A writer, and speaker alike, weaves his piece. He weaves thoughts into sentences and paragraphs and connects them into a beautiful unity. He uses connectives to connect groups of words (clauses) to form sentences and to connect those sentences to create paragraphs. Although he knows that the paragraph is the basic unit of thought, he is aware that a group of disjointed paragraphs thrown together won’t communicate the logical and cohesive message that he envisions for the reader. So, he uses transitional connectives to connect paragraphs together into larger thought units called chapter-sized segments. Then he links segments to create the whole. Through these connections, he shows how his train of thought flows throughout the piece from his first word to his last period. As such, consciously or unconsciously, he employs intelligible patterns of organization and builds structural relations between the details and the parts to create a whole that is his composition or piece.
His work is not random; though great spontaneity is involved, and he doesn’t consciously think of every choice he makes.[1] He is conditioned by his genes, upbringing, training, and the spirit God breathed into him to co-create with God.
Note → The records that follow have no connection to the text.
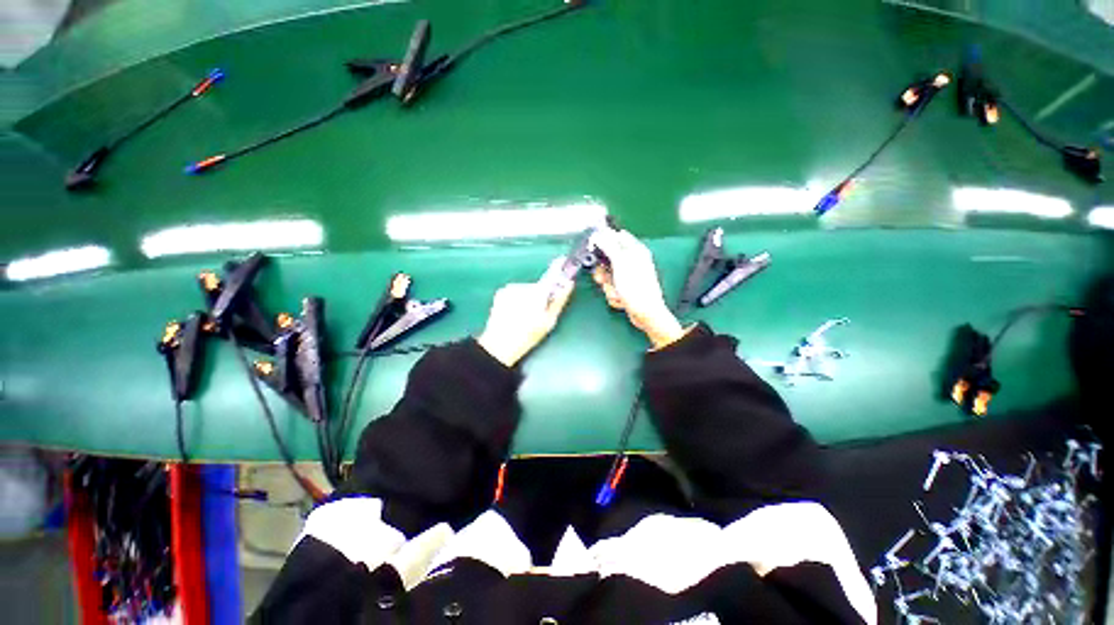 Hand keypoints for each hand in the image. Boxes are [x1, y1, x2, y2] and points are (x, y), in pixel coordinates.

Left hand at [477, 259, 574, 366]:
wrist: (499, 345)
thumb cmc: (527, 336)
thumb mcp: (549, 321)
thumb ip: (559, 301)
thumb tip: (568, 284)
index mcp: (537, 293)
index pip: (551, 274)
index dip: (559, 267)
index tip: (563, 261)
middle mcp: (523, 286)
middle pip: (539, 286)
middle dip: (542, 295)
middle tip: (540, 312)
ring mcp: (510, 288)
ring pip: (526, 290)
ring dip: (529, 298)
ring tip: (525, 316)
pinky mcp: (501, 293)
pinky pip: (516, 292)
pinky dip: (518, 299)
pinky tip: (515, 313)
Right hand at [589, 228, 684, 348]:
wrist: (646, 314)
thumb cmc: (637, 288)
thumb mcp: (620, 263)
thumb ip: (609, 246)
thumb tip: (599, 234)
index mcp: (635, 250)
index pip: (615, 237)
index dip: (602, 241)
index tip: (593, 249)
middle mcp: (632, 262)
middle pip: (607, 260)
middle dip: (603, 273)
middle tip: (606, 279)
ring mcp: (628, 277)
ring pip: (607, 276)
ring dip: (609, 287)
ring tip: (618, 293)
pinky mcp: (625, 289)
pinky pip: (611, 288)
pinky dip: (613, 295)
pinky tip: (621, 299) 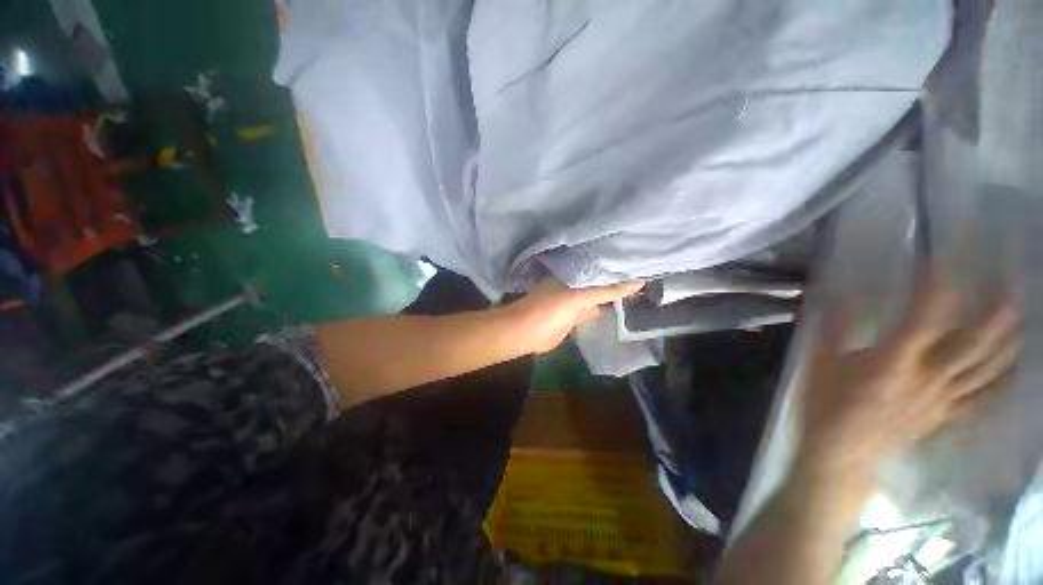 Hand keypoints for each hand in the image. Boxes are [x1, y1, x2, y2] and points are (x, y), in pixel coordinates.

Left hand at [503, 278, 643, 353]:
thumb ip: (606, 291)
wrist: (526, 334)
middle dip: (620, 279)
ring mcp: (575, 301)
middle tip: (649, 275)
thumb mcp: (579, 297)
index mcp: (573, 274)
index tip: (644, 262)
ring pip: (598, 296)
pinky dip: (606, 311)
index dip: (619, 265)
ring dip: (615, 296)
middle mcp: (576, 284)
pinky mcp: (575, 317)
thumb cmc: (549, 310)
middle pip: (601, 281)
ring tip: (642, 292)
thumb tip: (638, 283)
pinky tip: (623, 309)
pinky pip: (594, 311)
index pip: (601, 267)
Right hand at [798, 270, 1020, 480]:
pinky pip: (983, 396)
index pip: (925, 316)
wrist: (842, 454)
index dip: (938, 285)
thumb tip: (838, 294)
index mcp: (893, 361)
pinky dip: (1002, 380)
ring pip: (986, 368)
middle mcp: (928, 377)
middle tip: (1012, 282)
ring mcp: (943, 398)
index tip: (945, 257)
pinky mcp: (946, 414)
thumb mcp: (820, 363)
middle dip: (995, 312)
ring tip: (1023, 314)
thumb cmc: (827, 406)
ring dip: (1008, 341)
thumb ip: (833, 328)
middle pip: (973, 343)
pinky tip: (1015, 366) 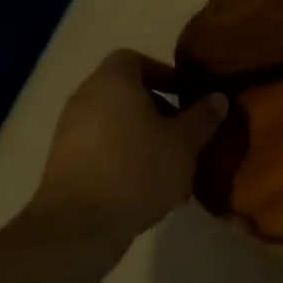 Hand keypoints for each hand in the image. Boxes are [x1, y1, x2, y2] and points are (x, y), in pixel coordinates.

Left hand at [35, 50, 228, 235]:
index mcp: (112, 82)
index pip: (134, 59)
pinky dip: (125, 161)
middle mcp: (85, 99)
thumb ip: (203, 117)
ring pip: (116, 126)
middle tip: (184, 135)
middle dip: (159, 113)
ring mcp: (69, 133)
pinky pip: (102, 151)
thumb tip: (218, 98)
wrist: (80, 224)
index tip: (185, 96)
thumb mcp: (184, 142)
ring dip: (144, 141)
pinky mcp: (64, 165)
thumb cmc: (138, 168)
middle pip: (126, 95)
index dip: (162, 73)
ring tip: (173, 170)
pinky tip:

He starts with a vision of what he wants to do edged on his heart and mind; He begins with the end in mind.[2] That is the first creation, which is mental and spiritual. As he weaves, that vision takes shape. Threads of words and sentences fall into place in ways that surprise his conscious mind, but not his unconscious. He gets excited and even inspired by the tapestry he weaves with his words. It ministers to him before it ever ministers to the reader. When you look at the tapestry that is his piece, you see different hues of the same colors coalescing into paragraphs that carry the same thought to form a segment. Even within the paragraphs, the texture of each sentence feels different. The whole looks beautiful and every compositional unit plays a part in producing the beauty that is the whole. The whole is the second or physical creation and is made possible because he intentionally creates relations between the parts.
[1] 90% or so of our decisions are made with our unconscious mind. Yet, these decisions are not random for that matter but conditioned by training and inborn mental processes.
[2] Stephen R. Covey, The 7 Habits of Highly Effective People: Powerful Lessons in Personal Change (New York: Simon & Schuster, 2004), Kindle edition, habit 2; Covey nicely presents this truth of the importance of first and second creation.